Please show each line of the listing where "Sabinos" is present.

Dataset records:
****

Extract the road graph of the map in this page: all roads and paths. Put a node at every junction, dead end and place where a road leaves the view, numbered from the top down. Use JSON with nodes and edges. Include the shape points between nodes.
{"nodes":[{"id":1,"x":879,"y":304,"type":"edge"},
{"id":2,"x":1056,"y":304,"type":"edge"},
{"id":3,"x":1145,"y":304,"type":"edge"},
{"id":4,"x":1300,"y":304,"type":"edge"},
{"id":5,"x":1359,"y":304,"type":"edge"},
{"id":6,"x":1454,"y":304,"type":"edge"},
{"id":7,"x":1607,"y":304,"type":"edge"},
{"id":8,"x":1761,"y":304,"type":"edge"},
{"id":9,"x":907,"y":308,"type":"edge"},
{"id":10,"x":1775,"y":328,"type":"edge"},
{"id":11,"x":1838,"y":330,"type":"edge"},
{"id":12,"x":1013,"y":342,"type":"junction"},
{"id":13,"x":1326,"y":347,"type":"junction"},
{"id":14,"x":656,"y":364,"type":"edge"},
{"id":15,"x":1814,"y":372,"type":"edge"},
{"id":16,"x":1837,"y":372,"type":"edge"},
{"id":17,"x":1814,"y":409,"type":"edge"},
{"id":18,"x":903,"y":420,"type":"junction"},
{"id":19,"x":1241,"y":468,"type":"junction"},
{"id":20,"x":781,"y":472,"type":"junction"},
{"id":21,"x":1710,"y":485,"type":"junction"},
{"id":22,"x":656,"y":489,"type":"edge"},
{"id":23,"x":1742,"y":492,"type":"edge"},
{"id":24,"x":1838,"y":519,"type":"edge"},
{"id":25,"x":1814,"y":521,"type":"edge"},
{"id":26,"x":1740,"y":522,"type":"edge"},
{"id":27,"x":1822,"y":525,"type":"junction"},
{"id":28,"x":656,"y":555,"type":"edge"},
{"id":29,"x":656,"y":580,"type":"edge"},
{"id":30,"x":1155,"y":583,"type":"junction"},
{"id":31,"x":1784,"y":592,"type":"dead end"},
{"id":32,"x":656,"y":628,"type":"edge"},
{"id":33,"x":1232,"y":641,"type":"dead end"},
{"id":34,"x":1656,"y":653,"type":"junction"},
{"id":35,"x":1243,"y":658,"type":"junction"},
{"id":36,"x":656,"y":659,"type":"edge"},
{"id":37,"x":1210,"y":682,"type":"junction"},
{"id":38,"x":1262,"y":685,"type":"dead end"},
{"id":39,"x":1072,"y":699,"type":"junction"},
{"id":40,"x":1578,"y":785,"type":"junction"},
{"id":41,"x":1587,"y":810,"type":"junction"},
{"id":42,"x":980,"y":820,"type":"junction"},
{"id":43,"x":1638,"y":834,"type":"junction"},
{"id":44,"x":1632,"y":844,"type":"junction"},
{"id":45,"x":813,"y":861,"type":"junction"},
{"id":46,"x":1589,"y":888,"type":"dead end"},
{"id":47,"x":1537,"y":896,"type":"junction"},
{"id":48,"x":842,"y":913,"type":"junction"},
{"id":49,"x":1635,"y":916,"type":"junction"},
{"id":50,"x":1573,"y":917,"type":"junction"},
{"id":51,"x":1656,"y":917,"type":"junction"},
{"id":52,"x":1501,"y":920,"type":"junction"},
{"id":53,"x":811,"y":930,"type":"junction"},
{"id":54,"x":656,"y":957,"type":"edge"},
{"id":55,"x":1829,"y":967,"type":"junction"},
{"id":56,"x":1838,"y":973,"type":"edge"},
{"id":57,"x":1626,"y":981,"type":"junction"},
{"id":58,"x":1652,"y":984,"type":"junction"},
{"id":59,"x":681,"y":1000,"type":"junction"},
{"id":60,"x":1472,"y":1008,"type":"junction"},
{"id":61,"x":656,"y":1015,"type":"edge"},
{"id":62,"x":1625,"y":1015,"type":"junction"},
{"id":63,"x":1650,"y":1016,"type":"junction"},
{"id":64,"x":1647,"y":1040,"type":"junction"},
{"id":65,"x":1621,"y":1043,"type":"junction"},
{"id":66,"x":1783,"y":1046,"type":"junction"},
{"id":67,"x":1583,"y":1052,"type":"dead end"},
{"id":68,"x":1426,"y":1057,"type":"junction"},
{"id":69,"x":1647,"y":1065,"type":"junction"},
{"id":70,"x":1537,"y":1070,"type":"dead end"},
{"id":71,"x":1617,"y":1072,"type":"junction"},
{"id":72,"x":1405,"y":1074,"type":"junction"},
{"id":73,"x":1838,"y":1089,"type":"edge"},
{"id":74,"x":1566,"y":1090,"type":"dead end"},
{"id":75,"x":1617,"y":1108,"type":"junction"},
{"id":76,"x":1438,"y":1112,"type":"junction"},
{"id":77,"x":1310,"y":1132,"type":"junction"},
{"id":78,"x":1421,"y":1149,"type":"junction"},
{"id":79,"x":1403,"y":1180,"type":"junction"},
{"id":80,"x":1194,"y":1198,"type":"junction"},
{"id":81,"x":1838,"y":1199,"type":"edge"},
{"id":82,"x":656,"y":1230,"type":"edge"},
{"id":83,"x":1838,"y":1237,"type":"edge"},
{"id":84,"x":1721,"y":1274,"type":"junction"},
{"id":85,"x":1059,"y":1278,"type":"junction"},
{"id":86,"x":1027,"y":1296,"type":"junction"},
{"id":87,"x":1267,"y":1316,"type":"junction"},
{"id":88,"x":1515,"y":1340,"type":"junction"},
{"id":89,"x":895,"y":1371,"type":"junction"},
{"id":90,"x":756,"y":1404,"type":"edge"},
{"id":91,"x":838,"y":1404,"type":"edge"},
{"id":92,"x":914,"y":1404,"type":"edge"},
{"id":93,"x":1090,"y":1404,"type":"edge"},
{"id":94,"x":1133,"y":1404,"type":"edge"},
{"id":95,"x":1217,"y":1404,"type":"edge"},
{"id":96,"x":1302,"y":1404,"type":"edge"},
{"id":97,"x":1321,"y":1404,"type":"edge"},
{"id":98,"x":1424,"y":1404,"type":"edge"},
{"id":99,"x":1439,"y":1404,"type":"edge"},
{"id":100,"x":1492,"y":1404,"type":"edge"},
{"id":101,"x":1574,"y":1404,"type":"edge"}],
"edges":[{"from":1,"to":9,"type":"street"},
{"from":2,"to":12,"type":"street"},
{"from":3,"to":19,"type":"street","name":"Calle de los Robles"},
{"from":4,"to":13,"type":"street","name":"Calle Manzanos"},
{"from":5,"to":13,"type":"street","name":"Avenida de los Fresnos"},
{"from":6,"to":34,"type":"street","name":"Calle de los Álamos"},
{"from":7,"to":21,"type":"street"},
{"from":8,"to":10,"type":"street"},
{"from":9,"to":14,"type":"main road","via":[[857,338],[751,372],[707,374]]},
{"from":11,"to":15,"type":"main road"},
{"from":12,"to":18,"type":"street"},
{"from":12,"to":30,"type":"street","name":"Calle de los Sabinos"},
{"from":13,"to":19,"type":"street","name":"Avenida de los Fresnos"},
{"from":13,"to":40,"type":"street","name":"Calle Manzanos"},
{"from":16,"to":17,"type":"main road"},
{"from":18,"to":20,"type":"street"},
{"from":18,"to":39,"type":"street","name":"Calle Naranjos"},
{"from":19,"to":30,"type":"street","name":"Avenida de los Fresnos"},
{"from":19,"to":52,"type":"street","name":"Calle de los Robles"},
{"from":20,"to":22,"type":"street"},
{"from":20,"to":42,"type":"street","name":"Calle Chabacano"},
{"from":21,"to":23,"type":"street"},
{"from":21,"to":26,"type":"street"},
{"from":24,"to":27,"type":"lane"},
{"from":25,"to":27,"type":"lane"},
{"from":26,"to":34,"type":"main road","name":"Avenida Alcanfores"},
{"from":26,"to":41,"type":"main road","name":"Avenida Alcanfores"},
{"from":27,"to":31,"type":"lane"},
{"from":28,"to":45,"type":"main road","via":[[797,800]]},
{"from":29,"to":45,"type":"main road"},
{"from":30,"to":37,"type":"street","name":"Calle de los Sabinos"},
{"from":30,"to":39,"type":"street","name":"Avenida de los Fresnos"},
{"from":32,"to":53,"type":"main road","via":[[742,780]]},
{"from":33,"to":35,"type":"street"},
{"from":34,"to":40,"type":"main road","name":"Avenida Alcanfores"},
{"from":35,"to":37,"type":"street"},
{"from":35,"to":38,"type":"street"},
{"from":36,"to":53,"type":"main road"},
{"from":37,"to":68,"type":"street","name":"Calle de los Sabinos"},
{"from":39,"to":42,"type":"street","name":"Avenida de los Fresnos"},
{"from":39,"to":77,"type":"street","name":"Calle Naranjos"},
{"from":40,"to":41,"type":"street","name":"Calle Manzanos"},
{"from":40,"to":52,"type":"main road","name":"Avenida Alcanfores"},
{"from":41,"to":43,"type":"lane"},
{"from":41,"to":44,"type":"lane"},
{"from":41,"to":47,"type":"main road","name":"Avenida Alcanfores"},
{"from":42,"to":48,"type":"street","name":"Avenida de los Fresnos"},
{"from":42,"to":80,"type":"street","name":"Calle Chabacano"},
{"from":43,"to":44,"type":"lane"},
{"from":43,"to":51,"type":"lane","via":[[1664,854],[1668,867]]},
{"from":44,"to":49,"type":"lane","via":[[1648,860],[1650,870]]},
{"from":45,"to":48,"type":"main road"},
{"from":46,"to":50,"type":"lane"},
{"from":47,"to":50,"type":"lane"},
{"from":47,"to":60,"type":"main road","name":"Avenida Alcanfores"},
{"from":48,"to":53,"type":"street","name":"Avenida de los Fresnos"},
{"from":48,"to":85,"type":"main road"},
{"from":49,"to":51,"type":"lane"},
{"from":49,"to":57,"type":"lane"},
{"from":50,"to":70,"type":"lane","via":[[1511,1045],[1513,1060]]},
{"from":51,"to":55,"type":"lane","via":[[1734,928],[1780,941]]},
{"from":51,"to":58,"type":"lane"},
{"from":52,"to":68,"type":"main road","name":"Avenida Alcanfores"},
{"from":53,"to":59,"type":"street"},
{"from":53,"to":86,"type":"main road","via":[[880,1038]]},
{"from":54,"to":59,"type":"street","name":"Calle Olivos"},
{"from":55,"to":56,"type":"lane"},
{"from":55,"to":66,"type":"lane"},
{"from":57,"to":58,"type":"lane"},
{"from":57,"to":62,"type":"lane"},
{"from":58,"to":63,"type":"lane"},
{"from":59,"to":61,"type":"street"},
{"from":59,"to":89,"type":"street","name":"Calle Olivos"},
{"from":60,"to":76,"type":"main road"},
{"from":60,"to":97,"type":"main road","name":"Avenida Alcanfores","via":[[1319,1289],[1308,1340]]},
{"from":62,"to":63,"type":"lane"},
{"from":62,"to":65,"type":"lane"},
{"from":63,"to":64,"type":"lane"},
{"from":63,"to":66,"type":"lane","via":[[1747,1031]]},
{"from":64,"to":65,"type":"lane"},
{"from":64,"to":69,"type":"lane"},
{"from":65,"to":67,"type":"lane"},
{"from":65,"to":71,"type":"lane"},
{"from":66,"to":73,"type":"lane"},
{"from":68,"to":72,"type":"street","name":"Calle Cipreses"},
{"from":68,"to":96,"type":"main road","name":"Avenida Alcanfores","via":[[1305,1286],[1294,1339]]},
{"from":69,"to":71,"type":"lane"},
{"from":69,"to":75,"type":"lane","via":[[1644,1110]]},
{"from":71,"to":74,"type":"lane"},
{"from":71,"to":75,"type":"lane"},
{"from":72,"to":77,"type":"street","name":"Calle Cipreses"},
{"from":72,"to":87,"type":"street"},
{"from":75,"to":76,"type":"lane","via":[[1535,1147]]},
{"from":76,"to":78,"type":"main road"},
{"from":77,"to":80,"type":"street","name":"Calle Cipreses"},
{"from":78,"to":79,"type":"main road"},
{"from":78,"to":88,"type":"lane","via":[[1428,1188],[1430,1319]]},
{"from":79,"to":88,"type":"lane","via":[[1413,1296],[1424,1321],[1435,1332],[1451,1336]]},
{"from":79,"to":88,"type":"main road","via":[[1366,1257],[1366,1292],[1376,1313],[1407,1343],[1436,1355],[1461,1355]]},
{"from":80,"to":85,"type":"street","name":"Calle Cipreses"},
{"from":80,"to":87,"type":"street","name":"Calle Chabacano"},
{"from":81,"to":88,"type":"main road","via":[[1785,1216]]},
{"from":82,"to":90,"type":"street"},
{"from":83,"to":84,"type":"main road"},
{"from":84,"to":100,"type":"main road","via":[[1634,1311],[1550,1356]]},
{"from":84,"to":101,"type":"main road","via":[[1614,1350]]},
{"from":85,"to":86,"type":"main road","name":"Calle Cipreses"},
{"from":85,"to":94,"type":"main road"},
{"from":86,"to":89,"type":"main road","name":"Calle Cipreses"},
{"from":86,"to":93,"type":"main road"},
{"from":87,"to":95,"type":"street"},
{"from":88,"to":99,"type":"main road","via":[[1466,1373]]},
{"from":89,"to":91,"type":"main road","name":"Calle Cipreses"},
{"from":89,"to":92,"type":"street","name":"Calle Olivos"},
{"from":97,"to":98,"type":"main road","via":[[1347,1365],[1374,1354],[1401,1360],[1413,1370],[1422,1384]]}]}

****

Written answer:
{"from":12,"to":30,"type":"street","name":"Calle de los Sabinos"},
{"from":30,"to":37,"type":"street","name":"Calle de los Sabinos"},
{"from":37,"to":68,"type":"street","name":"Calle de los Sabinos"},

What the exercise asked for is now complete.